Am Saarbrücker Schlossplatz wird die Stiftung „personell aufstocken“, erklärt Mönig, und ebenfalls „noch stärker an der Vermittlung arbeiten“. Geplant ist, dass die Alte Sammlung ihre Exponate in diesem Frühjahr „in neuen Konstellationen“ zeigt, im nächsten Schritt soll das Museum für Vor- und Frühgeschichte mehr „Erlebnischarakter“ gewinnen. „Die Dauerausstellung dort ist mir zu pur, sie muss erzählerischer werden“, sagt Mönig. Mit diesem Auftrag hat er den neuen jungen Sammlungsleiter Thomas Martin betraut. Vom personellen Neustart erhofft sich Mönig viel. Martin habe als Kurator der „Grand Tour“-Ausstellung 2017 einen innovativen Weg eingeschlagen, nämlich die Sammlungsbestände beider Häuser zu verzahnen.

Doch zunächst ist mal Pause: 2019 wird es in der Alten Sammlung wie auch im Museum für Vor- und Frühgeschichte keine einzige Sonderausstellung geben – eine Radikal-Diät, für die Mönig keine Etat-Engpässe ins Feld führt. Er hofft vielmehr, durch eine Gesamt-Attraktivierung zu einer höheren Akzeptanz zurück zu finden. Am Schlossplatz soll sich zudem die Kooperation mit dem Historischen Museum Saar intensivieren. Das gehört nicht zur Stiftung und meldet seit zwei Jahren Besucher-Zuwächse. Das Interesse an historischen Themen lässt demzufolge nicht generell nach. Diese Beobachtung stützen auch die stabil gebliebenen Besucherzahlen in der Saarbrücker Schlosskirche, zu der man freien Eintritt hat: Es waren 35 000.

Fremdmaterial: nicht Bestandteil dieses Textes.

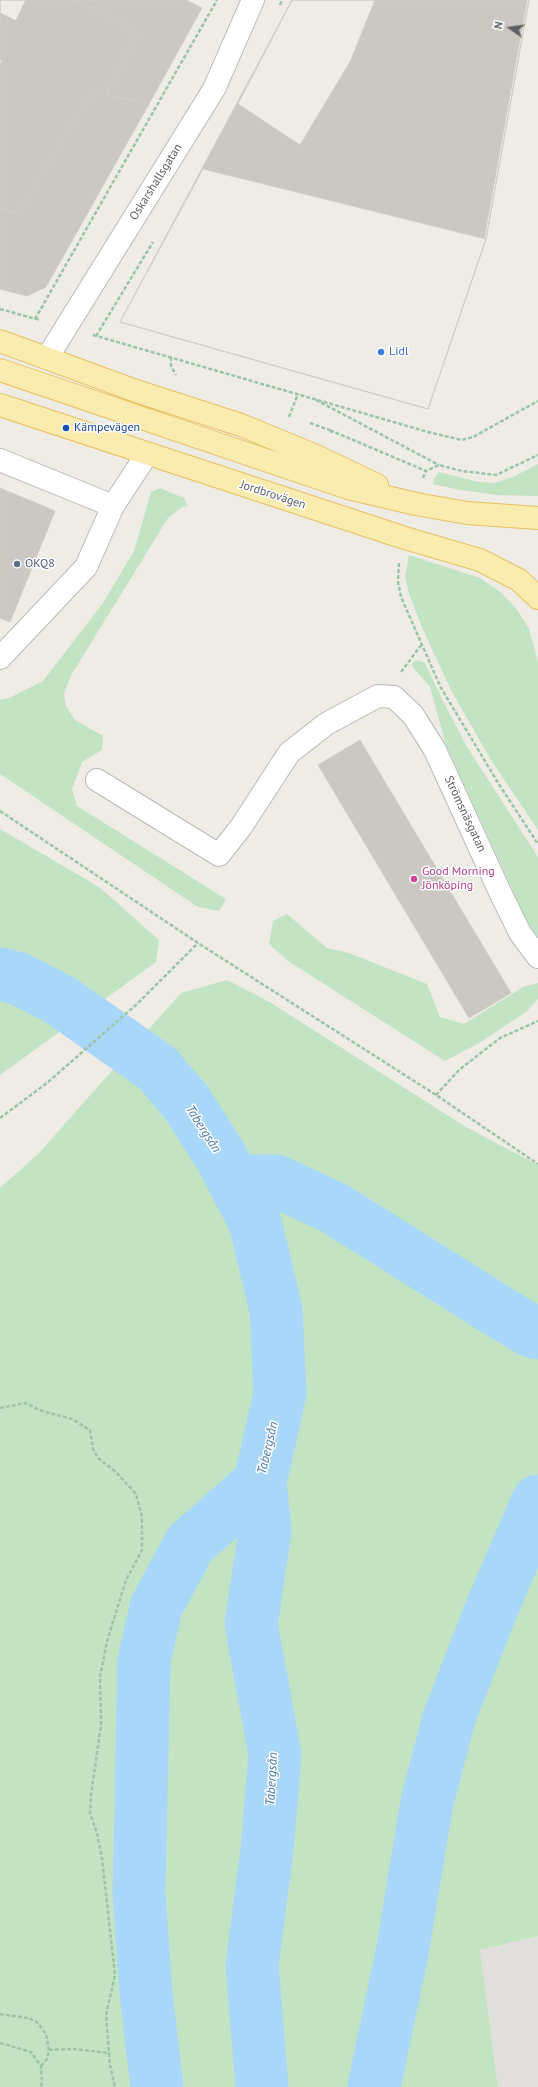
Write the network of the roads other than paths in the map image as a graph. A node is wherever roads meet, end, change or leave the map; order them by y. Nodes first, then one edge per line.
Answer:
1 (253, 0) edge
2 (0, 341) edge
3 (47, 358) junction
4 (0, 370) edge
5 (0, 405) edge
6 (147, 454) junction
7 (0, 460) edge
8 (416, 504) junction
9 (113, 506) junction
10 (538, 518) edge
11 (538, 598) edge
12 (0, 658) edge
13 (97, 780) dead end
14 (538, 957) edge

1 - 3 street, Oskarshallsgatan
2 - 3 main road
3 - 8 main road
4 - 8 main road
5 - 6 main road, Jordbrovägen
6 - 9 street
6 - 11 main road, Jordbrovägen
7 - 9 street
8 - 10 main road
9 - 12 street
13 - 14 street, Strömsnäsgatan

 Also hausgemachte Besucherprobleme? Woran krankt die „Museumsmeile am Schloss“? Vor etwa zehn Jahren galt sie als Teil eines großen kulturpolitischen Wurfes, weil erstmals durch die Zusammenführung der Stiftungssammlungen unter ein Dach ein chronologischer regionalhistorischer Rundgang von der Frühzeit bis ins 18. Jahrhundert möglich wurde. Doch angesichts der aktuellen Zahlen ist fraglich, ob sich die Strukturreform, die kein großes historisches Landesmuseum schuf, bewährt hat. Die Neuordnung blieb 2009 bei Halbheiten stecken, nicht gewagt wurde die Zusammenlegung mit dem Historischen Museum Saar, auch nicht der Umzug des Zeitungsmuseums nach Saarbrücken.

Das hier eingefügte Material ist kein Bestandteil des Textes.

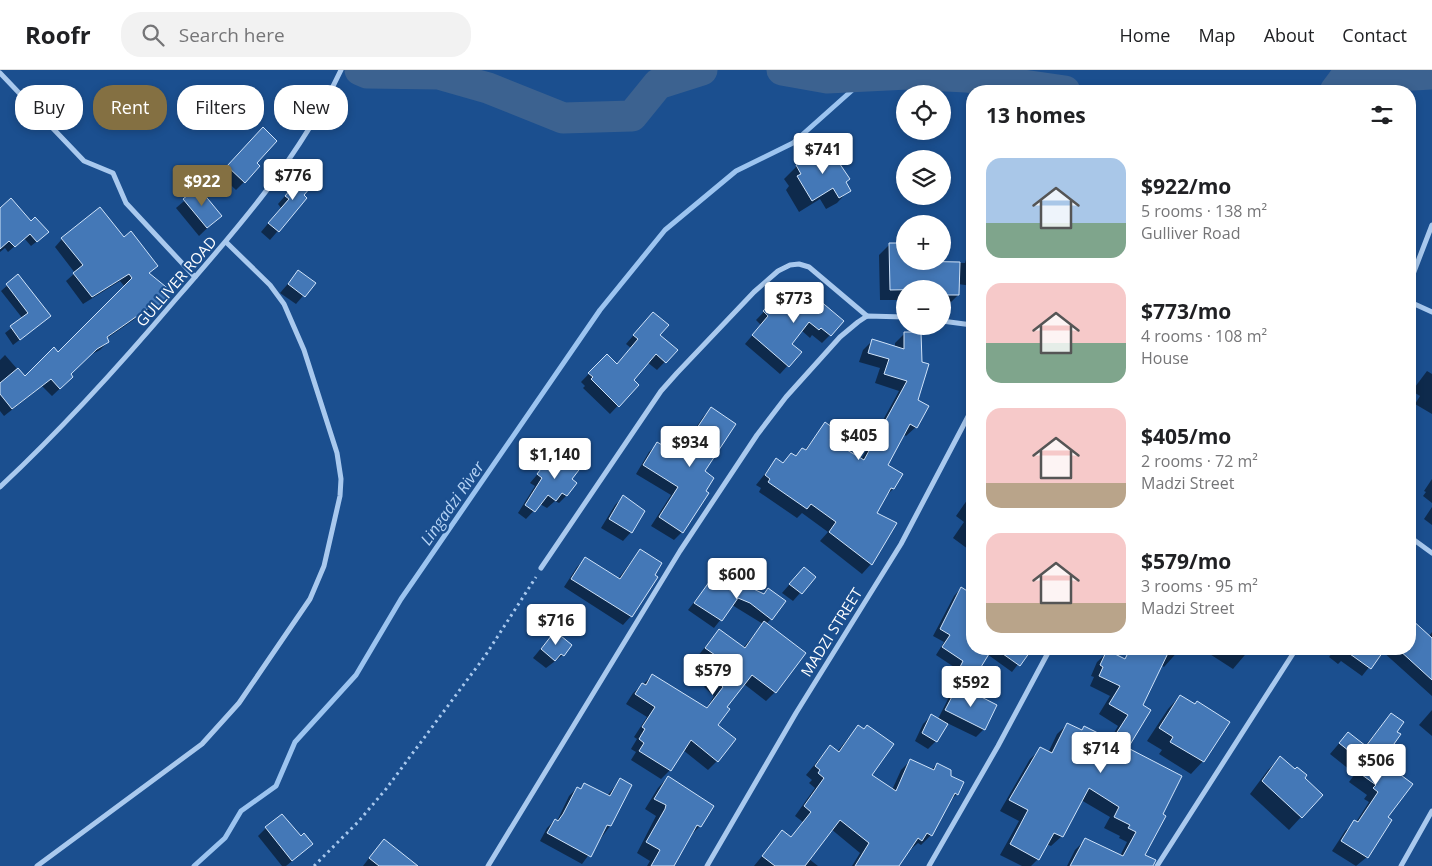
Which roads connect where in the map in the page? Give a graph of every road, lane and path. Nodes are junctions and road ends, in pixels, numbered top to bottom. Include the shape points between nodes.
1 (341, 70) edge
2 (0, 73) edge
3 (1432, 225) edge
4 (227, 243) junction
5 (1416, 266) edge
6 (195, 277) junction
7 (1416, 305) edge
8 (1432, 312) edge
9 (867, 316) junction
10 (896, 317) edge
11 (951, 322) edge
12 (966, 324) edge
13 (966, 420) edge
14 (0, 487) edge
15 (1416, 541) edge
16 (1432, 553) edge
17 (541, 568) joint
18 (1047, 655) edge
19 (1292, 655) edge
20 (1432, 811) edge
21 (37, 866) edge
22 (314, 866) edge
23 (488, 866) edge
24 (707, 866) edge
25 (929, 866) edge
26 (1156, 866) edge
27 (1401, 866) edge

1 - 4 street, GULLIVER ROAD via 303,141
2 - 6 street via 84,161 113,173 126,203
3 - 5 street
4 - 6 street, GULLIVER ROAD
4 - 21 street via 270,284 284,304 301,341 337,453 340,496 324,566 310,599 239,703 202,744
6 - 14 street, GULLIVER ROAD via 94,395
7 - 8 street
9 - 10 street
9 - 17 street via 809,267 790,265 778,271 754,292 661,391
9 - 23 street via 840,337 757,435 680,551
11 - 12 street
13 - 24 street, MADZI STREET via 901,544 796,713
15 - 16 street
17 - 22 path via 485,656 386,789
18 - 25 street
19 - 26 street
20 - 27 street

Muss man die Uhr jetzt zurückdrehen? Roland Mönig sieht in einer Reform der einstigen Museumsmeilen-Reform nicht die Lösung aller Probleme. Außerdem verweist er darauf, dass ein räumlicher oder konzeptioneller Neuzuschnitt der Häuser nicht allein stiftungsintern erfolgen könne, sondern auch politisch – also durch die Landesregierung – gestützt und begleitet werden müsse. „In der Stiftung gehen wir jetzt in Abstimmung mit unseren Gremien pragmatische Schritte“, hält der Chef der vielen Häuser fest. Doch ohne pfiffige Werbe-Ideen und eine laute Veranstaltungs-Begleitmusik bleiben die womöglich unbemerkt.